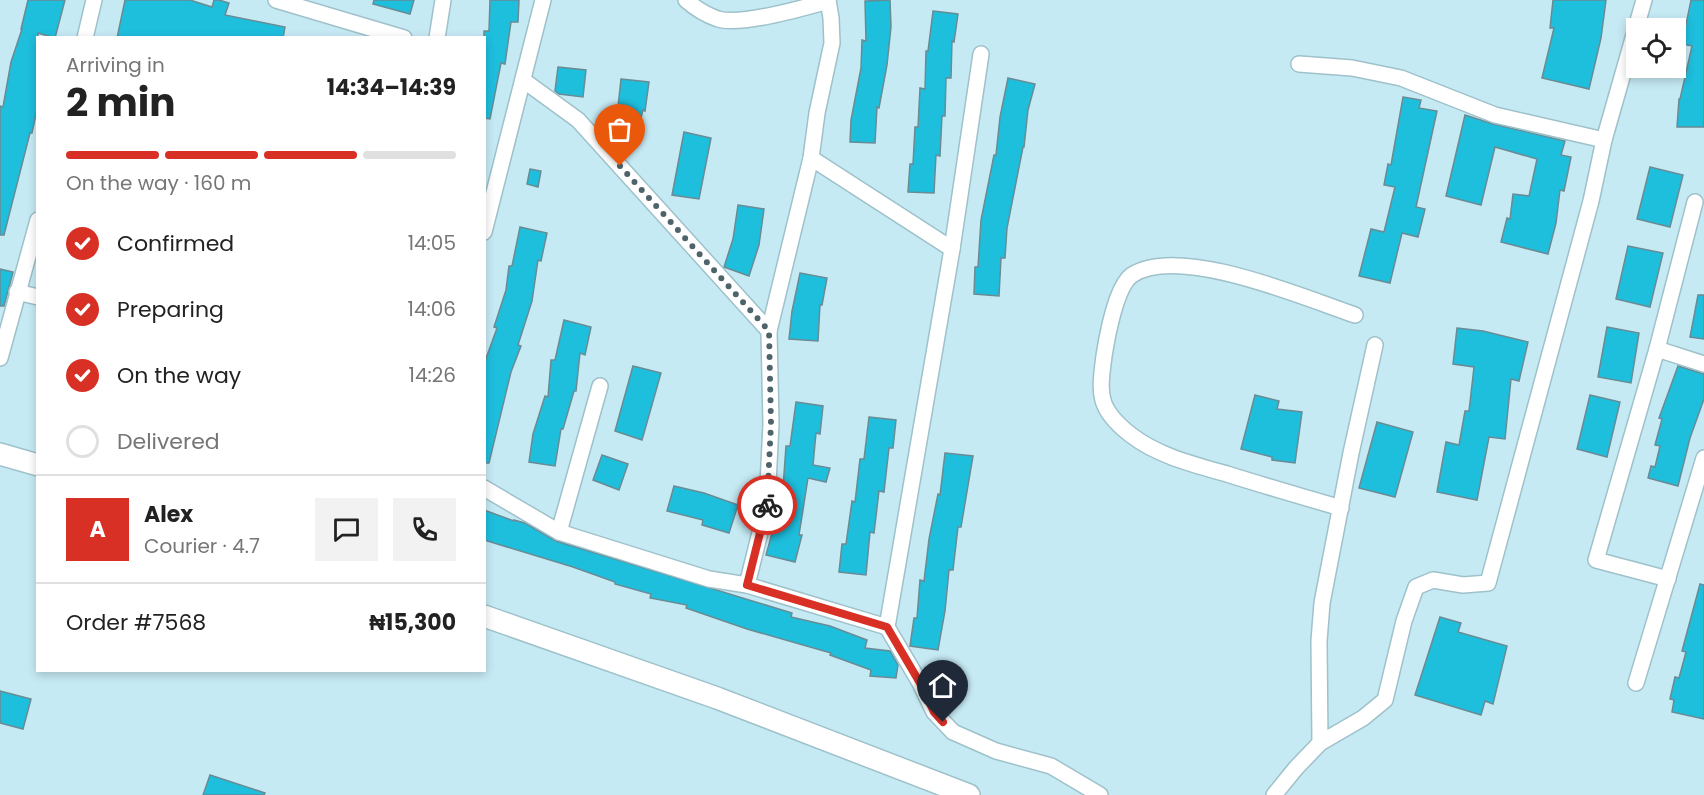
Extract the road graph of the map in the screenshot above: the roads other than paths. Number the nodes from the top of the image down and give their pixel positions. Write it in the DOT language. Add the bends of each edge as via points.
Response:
graph roads {
  1 [pos="94,0"];
  2 [pos="276,0"];
  3 [pos="443,0"];
  4 [pos="543,0"];
  5 [pos="686,0"];
  6 [pos="828,0"];
  7 [pos="1644,0"];
  8 [pos="85,36"];
  9 [pos="397,36"];
  10 [pos="437,36"];
  11 [pos="981,54"];
  12 [pos="1299,64"];
  13 [pos="523,80"];
  14 [pos="1604,140"];
  15 [pos="811,158"];
  16 [pos="1695,202"];
  17 [pos="486,224"];
  18 [pos="36,227"];
  19 [pos="952,249"];
  20 [pos="17,292"];
  21 [pos="36,297"];
  22 [pos="1355,315"];
  23 [pos="769,331"];
  24 [pos="3,335"];
  25 [pos="1375,345"];
  26 [pos="1657,350"];
  27 [pos="0,358"];
  28 [pos="1704,364"];
  29 [pos="600,386"];
  30 [pos="0,454"];
  31 [pos="1704,458"];
  32 [pos="36,464"];
  33 [pos="486,489"];
  34 [pos="1341,508"];
  35 [pos="559,532"];
  36 [pos="1668,579"];
  37 [pos="747,585"];
  38 [pos="486,617"];
  39 [pos="887,627"];
  40 [pos="1636,683"];
  41 [pos="1320,743"];
  42 [pos="969,795"];
  43 [pos="1100,795"];
  44 [pos="1274,795"];
  1 -- 8 [label="street"];
  2 -- 9 [label="street"];
  3 -- 10 [label="street"];
  4 -- 13 [label="street"];
  5 -- 6 [label="street" via="719,20 741,21"];
  6 -- 15 [label="street" via="832,43"];
  7 -- 14 [label="street"];
  11 -- 19 [label="street"];
  12 -- 14 [label="street" via="1352,68 1401,78 1495,115"];
  13 -- 17 [label="street"];
  13 -- 23 [label="street" via="578,120"];
  14 -- 41 [label="street" via="1488,583 1463,585 1433,580 1416,587 1385,700"];
  15 -- 19 [label="street"];
  15 -- 23 [label="street"];
  16 -- 26 [label="street"];
  18 -- 20 [label="street"];
  19 -- 39 [label="street"];
  20 -- 21 [label="street"];
  20 -- 24 [label="street"];
  22 -- 34 [label="street" via="1209,268 1148,268 1131,276 1120,292 1106,344 1100,389 1106,411 1131,435 1158,451"];
  23 -- 37 [label="street" via="771,424 767,504"];
  24 -- 27 [label="street"];
  25 -- 34 [label="street"];
  26 -- 28 [label="street"];
  26 -- 36 [label="street" via="1596,560"];
  29 -- 35 [label="street"];
  30 -- 32 [label="main road"];
  31 -- 36 [label="street"];
  33 -- 35 [label="street"];
  34 -- 41 [label="street" via="1322,603"];
  35 -- 37 [label="street" via="709,579"];
  36 -- 40 [label="street"];
  37 -- 39 [label="street"];
  38 -- 42 [label="main road" via="717,698"];
  39 -- 43 [label="street" via="934,712 952,732 996,751 1051,766"];
  41 -- 44 [label="street"];
}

┄┄┄┄┄┄┄┄┄┄┄┄┄┄┄┄┄┄┄┄

=== EXERCISE ===
Which lines above include "graph"? Show each of them by copying it.

=== WRITTEN RESPONSE ===
Extract the road graph of the map in the screenshot above: the roads other than paths. Number the nodes from the top of the image down and give their pixel positions. Write it in the DOT language. Add the bends of each edge as via points.
graph roads {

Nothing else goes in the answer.